In the case of Nelson Mandela, the mainstream American remembrance narrative was that of Mandela the nonviolent dealmaker—a portrait that brushed aside Mandela the freedom fighter who reserved the right to use violence against oppressors supported by the United States and Britain. In the case of Muhammad Ali, the remembrance narrative leaned toward that of the aging Olympic flag-bearer, silenced by Parkinson’s, who was a symbol of tolerance—not the fiery, vocal champion of oppressed African Americans who denounced racism and American imperialism and sacrificed the peak of his career by refusing to be drafted to fight in Vietnam. We remember, in these figures, that which is easy for us, and we forget that which makes us uncomfortable.
With the passing of former Israeli Prime Minister Shimon Peres, a similar dynamic is at play. The remembrances focus on the Peres of the Oslo Accords, the Nobel Laureate who battled for an agreement despite the political costs in Israel. But by the time Peres, who died this week at 93, put his signature on the Accords on the White House Lawn, he was 70 years old. The most significant parts of his biography, those in which he had the biggest impact on the world around him, are the parts most remembrances have chosen to deemphasize.
Shimon Peres was a Forrest Gump–like figure in Israeli history. At almost every critical stage, he was involved in important policy decisions, and his actions had a long-lasting impact on the course of the state. During the war in 1948, even at a young age, he played an important role in procuring the arms Israel would use in the process of depopulating much of the native population of Palestine. In 1956, he worked with Britain and France to launch a war on Egypt in defense of Europe’s dying colonial ambitions. Through his relationship with Paris, Peres was able to gain French support for the development of Israel’s nuclear-weapons program.

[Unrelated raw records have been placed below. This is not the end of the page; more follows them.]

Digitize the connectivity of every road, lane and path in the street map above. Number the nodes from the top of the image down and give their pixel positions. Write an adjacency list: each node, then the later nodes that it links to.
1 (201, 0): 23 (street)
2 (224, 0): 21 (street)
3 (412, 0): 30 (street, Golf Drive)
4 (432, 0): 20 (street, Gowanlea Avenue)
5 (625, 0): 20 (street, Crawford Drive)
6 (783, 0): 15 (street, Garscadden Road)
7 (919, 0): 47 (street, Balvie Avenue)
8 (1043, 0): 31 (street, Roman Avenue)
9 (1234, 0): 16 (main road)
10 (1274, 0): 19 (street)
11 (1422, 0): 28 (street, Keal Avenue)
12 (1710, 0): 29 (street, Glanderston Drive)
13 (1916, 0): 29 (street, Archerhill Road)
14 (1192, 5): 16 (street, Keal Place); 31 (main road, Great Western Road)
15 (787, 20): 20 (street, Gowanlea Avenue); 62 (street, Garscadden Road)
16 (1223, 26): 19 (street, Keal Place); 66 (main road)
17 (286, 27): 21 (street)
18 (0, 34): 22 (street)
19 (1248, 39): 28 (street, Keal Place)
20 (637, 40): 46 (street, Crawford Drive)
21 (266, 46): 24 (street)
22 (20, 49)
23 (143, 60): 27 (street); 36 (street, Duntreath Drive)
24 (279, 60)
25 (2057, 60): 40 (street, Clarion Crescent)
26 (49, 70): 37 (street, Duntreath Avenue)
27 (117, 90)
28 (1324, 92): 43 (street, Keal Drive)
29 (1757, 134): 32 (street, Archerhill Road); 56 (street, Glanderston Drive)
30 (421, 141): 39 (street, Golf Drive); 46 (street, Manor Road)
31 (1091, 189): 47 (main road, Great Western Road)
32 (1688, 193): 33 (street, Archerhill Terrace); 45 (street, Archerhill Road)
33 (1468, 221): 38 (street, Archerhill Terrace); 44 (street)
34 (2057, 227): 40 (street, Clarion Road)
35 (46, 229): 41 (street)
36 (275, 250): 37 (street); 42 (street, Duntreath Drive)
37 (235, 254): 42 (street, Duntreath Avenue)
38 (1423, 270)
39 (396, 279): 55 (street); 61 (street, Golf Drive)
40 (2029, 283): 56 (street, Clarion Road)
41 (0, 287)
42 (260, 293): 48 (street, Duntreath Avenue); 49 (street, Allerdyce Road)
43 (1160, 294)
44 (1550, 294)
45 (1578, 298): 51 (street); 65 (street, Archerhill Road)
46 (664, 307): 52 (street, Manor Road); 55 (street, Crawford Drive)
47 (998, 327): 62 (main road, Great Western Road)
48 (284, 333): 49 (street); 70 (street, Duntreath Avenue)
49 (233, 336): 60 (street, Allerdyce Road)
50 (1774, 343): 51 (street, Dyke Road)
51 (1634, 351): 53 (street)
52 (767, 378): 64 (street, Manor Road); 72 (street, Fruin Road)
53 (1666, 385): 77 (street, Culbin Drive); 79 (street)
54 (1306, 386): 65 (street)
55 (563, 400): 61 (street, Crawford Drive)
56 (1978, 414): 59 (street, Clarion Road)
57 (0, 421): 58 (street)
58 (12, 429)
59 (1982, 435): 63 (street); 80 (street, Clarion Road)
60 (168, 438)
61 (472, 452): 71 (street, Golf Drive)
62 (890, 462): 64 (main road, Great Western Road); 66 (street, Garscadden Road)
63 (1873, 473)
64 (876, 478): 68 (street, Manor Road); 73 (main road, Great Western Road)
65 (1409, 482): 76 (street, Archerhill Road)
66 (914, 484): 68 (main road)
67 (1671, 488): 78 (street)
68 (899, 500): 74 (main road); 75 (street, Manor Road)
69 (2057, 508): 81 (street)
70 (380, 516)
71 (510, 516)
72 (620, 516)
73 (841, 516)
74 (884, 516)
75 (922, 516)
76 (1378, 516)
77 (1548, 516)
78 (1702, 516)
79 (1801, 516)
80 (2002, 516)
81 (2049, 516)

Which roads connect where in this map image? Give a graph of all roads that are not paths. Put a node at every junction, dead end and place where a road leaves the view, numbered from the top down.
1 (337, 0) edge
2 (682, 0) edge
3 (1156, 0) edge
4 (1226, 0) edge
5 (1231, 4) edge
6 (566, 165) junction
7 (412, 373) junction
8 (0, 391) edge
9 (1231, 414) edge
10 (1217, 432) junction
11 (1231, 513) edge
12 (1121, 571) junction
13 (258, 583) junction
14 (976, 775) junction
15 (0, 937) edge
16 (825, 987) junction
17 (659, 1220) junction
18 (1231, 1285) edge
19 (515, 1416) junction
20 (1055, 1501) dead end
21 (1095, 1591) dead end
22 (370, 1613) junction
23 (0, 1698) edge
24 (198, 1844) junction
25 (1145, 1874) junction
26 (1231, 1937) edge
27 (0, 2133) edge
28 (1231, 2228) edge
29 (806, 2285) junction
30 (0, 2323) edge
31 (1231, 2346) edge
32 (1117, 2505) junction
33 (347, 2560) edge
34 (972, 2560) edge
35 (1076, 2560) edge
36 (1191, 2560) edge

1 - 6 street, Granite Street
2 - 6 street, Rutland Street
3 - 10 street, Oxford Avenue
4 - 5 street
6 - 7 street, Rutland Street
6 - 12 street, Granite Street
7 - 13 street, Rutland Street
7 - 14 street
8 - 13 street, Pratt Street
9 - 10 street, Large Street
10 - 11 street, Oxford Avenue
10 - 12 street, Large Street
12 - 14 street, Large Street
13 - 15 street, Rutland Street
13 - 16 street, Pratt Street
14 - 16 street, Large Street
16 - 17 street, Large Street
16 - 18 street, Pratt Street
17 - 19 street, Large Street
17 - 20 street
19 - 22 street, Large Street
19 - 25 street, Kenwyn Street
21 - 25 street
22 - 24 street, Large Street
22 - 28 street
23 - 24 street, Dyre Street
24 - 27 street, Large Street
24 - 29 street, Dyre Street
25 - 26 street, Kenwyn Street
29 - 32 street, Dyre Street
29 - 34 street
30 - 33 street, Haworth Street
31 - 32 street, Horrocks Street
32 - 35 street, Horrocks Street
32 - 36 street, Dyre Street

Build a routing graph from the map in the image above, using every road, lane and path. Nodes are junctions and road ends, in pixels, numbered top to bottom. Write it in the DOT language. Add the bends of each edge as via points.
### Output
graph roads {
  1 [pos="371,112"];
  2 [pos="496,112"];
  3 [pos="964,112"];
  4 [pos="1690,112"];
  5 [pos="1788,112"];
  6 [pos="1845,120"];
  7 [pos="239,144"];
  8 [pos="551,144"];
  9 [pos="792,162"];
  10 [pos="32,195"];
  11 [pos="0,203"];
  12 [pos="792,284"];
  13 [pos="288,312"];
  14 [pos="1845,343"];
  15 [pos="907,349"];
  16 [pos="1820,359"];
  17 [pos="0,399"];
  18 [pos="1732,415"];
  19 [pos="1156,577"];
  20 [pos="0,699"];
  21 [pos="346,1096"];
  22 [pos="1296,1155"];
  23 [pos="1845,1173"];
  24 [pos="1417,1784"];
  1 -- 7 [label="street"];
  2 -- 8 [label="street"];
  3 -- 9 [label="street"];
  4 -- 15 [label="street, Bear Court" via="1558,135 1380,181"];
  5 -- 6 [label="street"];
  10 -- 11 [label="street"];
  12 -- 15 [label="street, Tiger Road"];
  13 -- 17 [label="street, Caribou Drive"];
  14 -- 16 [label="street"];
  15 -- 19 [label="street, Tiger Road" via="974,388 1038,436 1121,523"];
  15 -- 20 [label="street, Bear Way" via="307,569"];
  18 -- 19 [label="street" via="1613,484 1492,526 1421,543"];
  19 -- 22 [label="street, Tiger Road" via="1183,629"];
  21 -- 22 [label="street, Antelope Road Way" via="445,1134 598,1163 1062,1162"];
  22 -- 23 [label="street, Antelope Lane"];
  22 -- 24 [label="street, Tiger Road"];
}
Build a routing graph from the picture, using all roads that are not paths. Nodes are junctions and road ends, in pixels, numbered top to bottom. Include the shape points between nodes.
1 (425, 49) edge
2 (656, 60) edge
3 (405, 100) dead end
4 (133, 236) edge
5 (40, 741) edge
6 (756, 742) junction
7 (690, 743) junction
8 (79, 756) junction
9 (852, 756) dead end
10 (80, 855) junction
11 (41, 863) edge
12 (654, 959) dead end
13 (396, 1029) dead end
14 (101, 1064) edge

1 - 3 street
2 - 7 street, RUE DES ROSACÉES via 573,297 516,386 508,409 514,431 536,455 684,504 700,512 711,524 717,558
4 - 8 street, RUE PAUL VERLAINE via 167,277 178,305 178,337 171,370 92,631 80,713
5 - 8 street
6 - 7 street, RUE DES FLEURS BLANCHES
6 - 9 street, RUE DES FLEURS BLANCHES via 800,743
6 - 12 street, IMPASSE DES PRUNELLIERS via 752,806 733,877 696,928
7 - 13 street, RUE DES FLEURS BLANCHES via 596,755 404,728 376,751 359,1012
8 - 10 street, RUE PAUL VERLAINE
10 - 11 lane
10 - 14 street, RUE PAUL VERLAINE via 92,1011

That alone is likely the most significant achievement on his résumé. But since it was done behind Washington’s back, it hasn’t figured prominently in American remembrances.
By the 1970s, as defense minister, Peres had morphed from weapons procurer to weapons provider, helping to supply South Africa’s apartheid regime with not only conventional weapons but secretly agreeing to sell it nuclear weapons—at the very same time the world was moving in the direction of an international arms boycott against Pretoria. During this period, Peres also oversaw the establishment of illegal settlements in the West Bank, settlements that would later be major geographic and political obstacles to the two-state solution he later claimed he wanted to see. In those years, he was a supporter of the settlement enterprise and called for permanent Israeli control of the West Bank.